Sangat menakutkan sekali perangai beliau ketika itu. Diibaratkan macan gading atau harimau kuning yang akan menerkam mangsanya. Tak seorang pun parekan atau punakawan di puri atau istana yang berani menyapa beliau. Istri dan parekan atau punakawan di puri atau istana semuanya terdiam takut melihat gelagat Sang Prabu yang lagi murka. Tidak ada yang berani menghampiri dan menemani beliau ketika itu. Suguhan wedang atau kopi dan juga hidangan yang lainnya tidak disentuh sama sekali. Pikiran beliau hanya tertuju kepada upaya bagaimana mengalahkan Calonarang yang sakti tersebut.

Ketika hari menjelang siang, Sang Prabu belum juga beranjak dari tempat beliau duduk sejak pagi.
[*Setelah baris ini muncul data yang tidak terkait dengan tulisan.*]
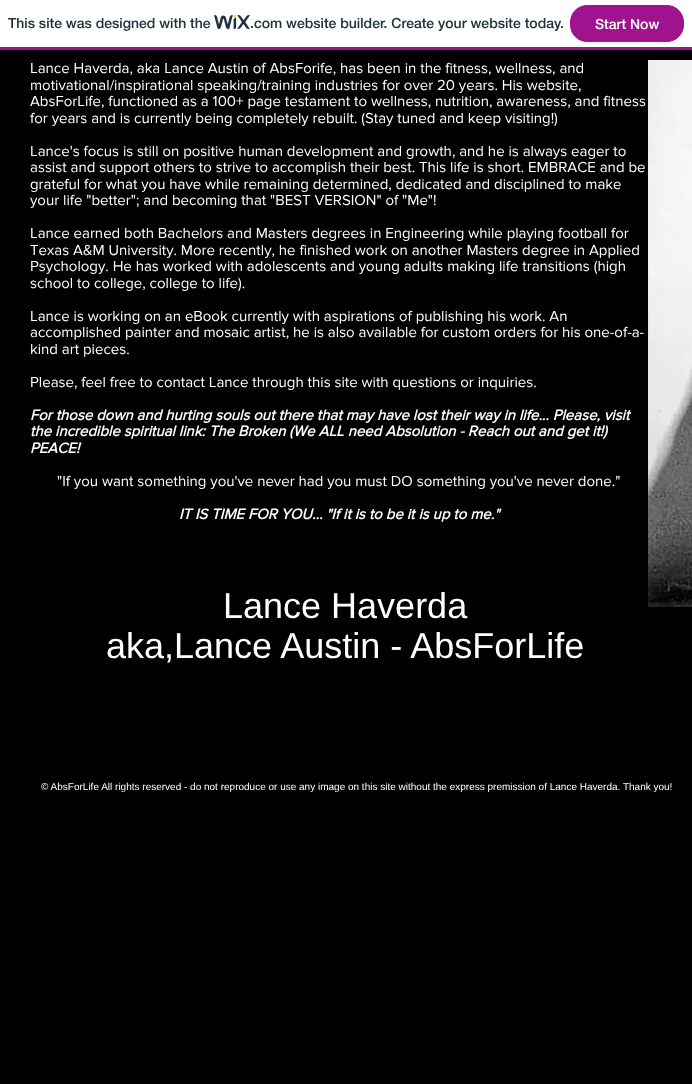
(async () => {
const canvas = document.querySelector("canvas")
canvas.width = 692
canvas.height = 1084
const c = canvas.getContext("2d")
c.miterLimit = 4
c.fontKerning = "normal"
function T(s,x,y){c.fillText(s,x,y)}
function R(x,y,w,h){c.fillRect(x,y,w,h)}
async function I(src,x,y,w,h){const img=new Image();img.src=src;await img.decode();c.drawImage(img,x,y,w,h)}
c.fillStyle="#fff"
R(0,0,692,1084)
c.fillStyle="#a0138e"
R(0,47,692,3)
c.font="500 14px 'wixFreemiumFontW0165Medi'"
c.fillStyle="#20303c"
T("This site was designed with the",8,28)
await I("1.png",214,15,36,15)
T(".com website builder. Create your website today.",250,28)
c.fillStyle="#a0138e"
c.beginPath()
c.roundRect(570.5,5.5,113,36,16.5)
c.fill()
c.strokeStyle="#a0138e"
c.stroke()
c.fillStyle="#fff"
T("Start Now",595,29)
c.fillStyle="#000"
R(0,50,692,1034)
c.font="15px 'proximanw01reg'"
c.fillStyle="#fff"
T("Lance Haverda, aka Lance Austin of AbsForife, has been in the fitness, wellness, and",30,73)
T("motivational/inspirational speaking/training industries for over 20 years. His website,",30,90)
T("AbsForLife, functioned as a 100+ page testament to wellness, nutrition, awareness, and fitness",30,106)
T("for years and is currently being completely rebuilt. (Stay tuned and keep visiting!)",30,123)
T("Lance's focus is still on positive human development and growth, and he is always eager to",30,156)
T("assist and support others to strive to accomplish their best. This life is short. EMBRACE and be",30,172)
T("grateful for what you have while remaining determined, dedicated and disciplined to make",30,189)
T("your life \"better\"; and becoming that \"BEST VERSION\" of \"Me\"!",30,205)
T("Lance earned both Bachelors and Masters degrees in Engineering while playing football for",30,238)
T("Texas A&M University. More recently, he finished work on another Masters degree in Applied",30,255)
T("Psychology. He has worked with adolescents and young adults making life transitions (high",30,271)
T("school to college, college to life).",30,288)
T("Lance is working on an eBook currently with aspirations of publishing his work. An",30,321)
T("accomplished painter and mosaic artist, he is also available for custom orders for his one-of-a-",30,337)
T("kind art pieces.",30,354)
T("Please, feel free to contact Lance through this site with questions or inquiries.",30,387)
c.font="italic bold 15px 'proximanw01reg'"
T("For those down and hurting souls out there that may have lost their way in life... Please, visit",30,420)
T("the incredible spiritual link: The Broken (We ALL need Absolution - Reach out and get it!)",30,436)
T("PEACE!",30,453)
c.font="15px 'proximanw01reg'"
T("\"If you want something you've never had you must DO something you've never done.\"",57,486)
c.font="italic bold 15px 'proximanw01reg'"
T("IT IS TIME FOR YOU... \"If it is to be it is up to me.\"",179,519)
await I("2.png",648,60,44,547)
c.font="36px Liberation Sans"
T("Lance Haverda",223,618)
T("aka,Lance Austin - AbsForLife",106,658)
c.font="10px Liberation Sans"
T("© AbsForLife All rights reserved - do not reproduce or use any image on this site without the express premission of Lance Haverda. Thank you!",41,790)
})()
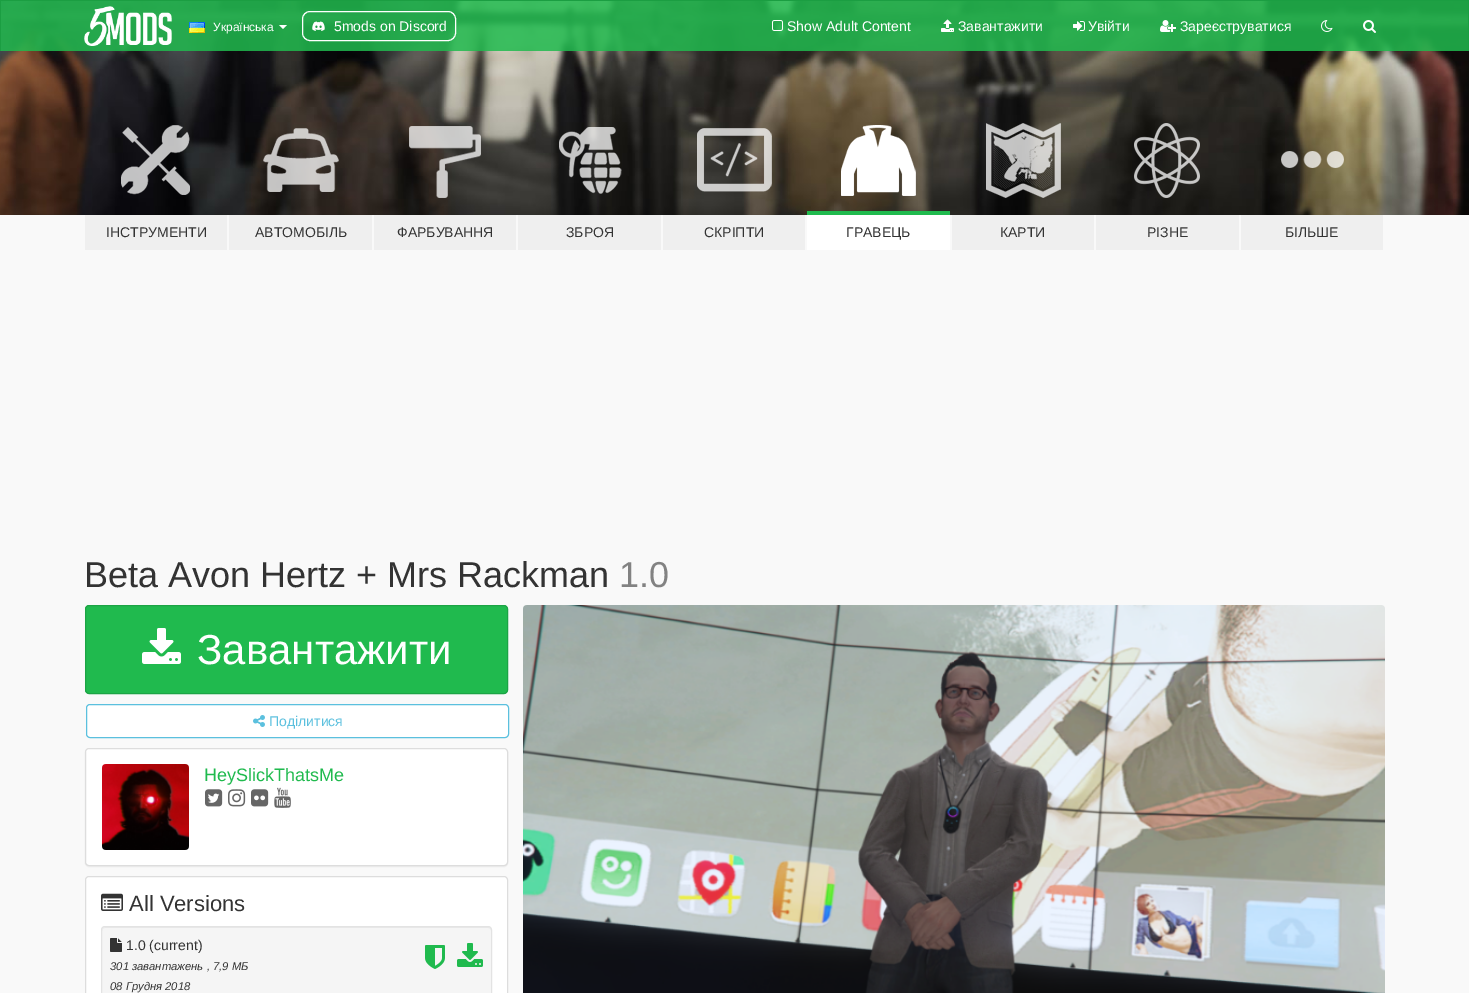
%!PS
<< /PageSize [1469 993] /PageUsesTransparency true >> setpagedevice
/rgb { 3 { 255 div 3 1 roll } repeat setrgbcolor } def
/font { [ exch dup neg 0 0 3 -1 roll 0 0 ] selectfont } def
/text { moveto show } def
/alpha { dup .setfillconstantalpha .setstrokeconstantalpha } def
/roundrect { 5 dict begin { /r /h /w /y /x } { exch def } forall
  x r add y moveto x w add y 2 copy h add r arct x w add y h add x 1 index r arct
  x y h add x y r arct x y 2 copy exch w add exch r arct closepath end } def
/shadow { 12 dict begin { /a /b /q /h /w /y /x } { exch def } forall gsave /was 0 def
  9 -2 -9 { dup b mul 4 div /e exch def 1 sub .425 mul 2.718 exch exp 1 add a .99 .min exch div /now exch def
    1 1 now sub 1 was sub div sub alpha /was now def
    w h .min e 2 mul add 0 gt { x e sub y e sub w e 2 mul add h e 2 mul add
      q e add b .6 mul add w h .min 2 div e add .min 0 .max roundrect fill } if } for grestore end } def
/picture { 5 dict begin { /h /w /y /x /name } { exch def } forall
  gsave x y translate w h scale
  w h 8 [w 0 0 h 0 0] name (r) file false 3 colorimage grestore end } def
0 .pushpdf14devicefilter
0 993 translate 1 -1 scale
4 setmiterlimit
249 249 249 rgb
0 0 1469 993 rectfill
(img_10.rgb) 0 1 1469 214 picture
0.85 alpha
32 186 78 rgb
1 1 1467 50 rectfill
1 alpha
27 158 66 rgb
0 0 1469 1 rectfill
1468 0 1 51 rectfill
0 0 1 51 rectfill
(img_01.rgb) 84 6 88 40 picture
(img_02.rgb) 189 22 16 11 picture
255 255 255 rgb
279 25 moveto 8 0 rlineto -4 4 rlineto closepath fill
302.5 11.5 153 29 7.5 roundrect stroke
(img_03.rgb) 312 21 13 10 picture
(img_04.rgb) 772 20 11 11 picture
(img_05.rgb) 941 19 13 13 picture
(img_06.rgb) 1073 21 12 10 picture
(img_07.rgb) 1160 20 16 12 picture
(img_08.rgb) 1321 20 12 12 picture
(img_09.rgb) 1363 20 13 13 picture
(img_11.rgb) 121 125 69 70 picture
239 239 239 rgb
85 215 142 35 rectfill
(img_12.rgb) 263 128 76 64 picture
229 215 143 35 rectfill
(img_13.rgb) 409 126 72 72 picture
374 215 142 35 rectfill
(img_14.rgb) 559 127 63 67 picture
518 215 143 35 rectfill
(img_15.rgb) 697 128 75 64 picture
663 215 142 35 rectfill
(img_16.rgb) 841 125 75 71 picture
32 186 78 rgb
807 211 143 4 rectfill
255 255 255 rgb
807 215 143 35 rectfill
(img_17.rgb) 986 123 75 75 picture
239 239 239 rgb
952 215 142 35 rectfill
(img_18.rgb) 1134 123 66 75 picture
1096 215 143 35 rectfill
(img_19.rgb) 1281 151 63 17 picture
1241 215 142 35 rectfill
32 186 78 rgb
85.5 605.5 422 88 3.5 roundrect gsave fill grestore
28 164 69 rgb
stroke
(img_20.rgb) 142 628 39 36 picture
255 255 255 rgb
86.5 704.5 422 33 3.5 roundrect gsave fill grestore
91 192 222 rgb
stroke
(img_21.rgb) 253 715 12 12 picture
0 0 0 rgb
85 749 423 118 4 0.5 0.05 shadow
255 255 255 rgb
85.5 748.5 422 117 3.5 roundrect gsave fill grestore
221 221 221 rgb
stroke
(img_22.rgb) 102 764 87 86 picture
(img_23.rgb) 205 789 18 18 picture
(img_24.rgb) 228 789 18 18 picture
(img_25.rgb) 251 789 18 18 picture
(img_26.rgb) 274 787 17 21 picture
255 255 255 rgb
85.5 876.5 422 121 3.5 roundrect gsave fill grestore
221 221 221 rgb
stroke
(img_27.rgb) 101 893 22 18 picture
245 245 245 rgb
101 926 391 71 4 roundrect fill
233 233 233 rgb
105 928 moveto 383 0 rlineto 2 0 3 1 3 3 rcurveto 0 -2 -1 -4 -3 -4 rcurveto -383 0 rlineto -2 1 rlineto -1 3 rlineto 0 -2 1 -3 3 -3 rcurveto closepath fill
227 227 227 rgb
101.5 926.5 390 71 3.5 roundrect stroke
(img_28.rgb) 110 938 12 14 picture
(img_29.rgb) 425 945 20 24 picture
(img_30.rgb) 457 943 26 24 picture
(img_31.rgb) 523 605 862 388 picture
/LiberationSans-Regular 12 font
255 255 255 rgb
(Українська) 213 31 text
/LiberationSans-Regular 14 font
(5mods on Discord) 334 31 text
(Show Adult Content) 787 31 text
(Завантажити) 958 31 text
(Увійти) 1088 31 text
(Зареєструватися) 1180 31 text
51 51 51 rgb
(ІНСТРУМЕНТИ) 106 237 text
(АВТОМОБІЛЬ) 255 237 text
(ФАРБУВАННЯ) 397 237 text
(ЗБРОЯ) 566 237 text
(СКРІПТИ) 704 237 text
(ГРАВЕЦЬ) 846 237 text
(КАРТИ) 1000 237 text
(РІЗНЕ) 1147 237 text
(БІЛЬШЕ) 1285 237 text
/LiberationSans-Regular 36 font
(Beta Avon Hertz + Mrs Rackman) 84 587 text
130 130 130 rgb
(1.0) 619 587 text
/LiberationSans-Regular 42 font
255 255 255 rgb
(Завантажити) 197 664 text
/LiberationSans-Regular 14 font
91 192 222 rgb
(Поділитися) 269 726 text
/LiberationSans-Regular 18 font
32 186 78 rgb
(HeySlickThatsMe) 204 781 text
/LiberationSans-Regular 22 font
51 51 51 rgb
(All Versions) 129 911 text
/LiberationSans-Regular 14 font
(1.0 \(current\)) 126 950 text
/LiberationSans-Italic 11.25 font
(301 завантажень , 7,9 МБ) 110 970 text
(08 Грудня 2018) 110 990 text
.poppdf14devicefilter showpage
Kemudian secara tak disangka-sangka datang Ki Patih Madri menghadap Sang Prabu ke Istana. Ia adalah seorang tabeng dada atau pengawal Istana. Ki Patih Madri berperawakan tinggi besar, pintar ilmu silat atau bela diri, dan menguasai beberapa ilmu kanuragan. Ia sangat berpengaruh di kalangan orang-orang di Kerajaan Kediri, namun ia sendiri berpenampilan sangat sederhana, polos, dan sangat setia kepada Istana terutama kehadapan junjungannya yakni Prabu Airlangga Raja Kediri.

Sangat gembira sekali perasaan Sang Prabu ketika Ki Patih Madri muncul di Istana, dan segera Sang Prabu menyuruhnya mendekat untuk diajak bertukar pikiran. Bagaikan diperciki embun pagi yang sejuk perasaan Raja Airlangga ketika Ki Patih Madri datang pada saat yang diperlukan sekali. Sambil menikmati hidangan kopi yang telah disuguhkan, Sang Prabu berkata kepada Ki Patih Madri : “aku hari ini sangat kesal, marah dan bercampur sedih dalam hatiku. Yang menyebabkan adalah ulah onar Calonarang yang telah menebar penyakit gerubug di desa-desa pesisir wilayah Kerajaan Kediri. Banyak rakyatku yang sakit dan meninggal di sana. Ia ingin menghancurkan Kerajaan Kediri, serta menghancurkan kekuasaanku.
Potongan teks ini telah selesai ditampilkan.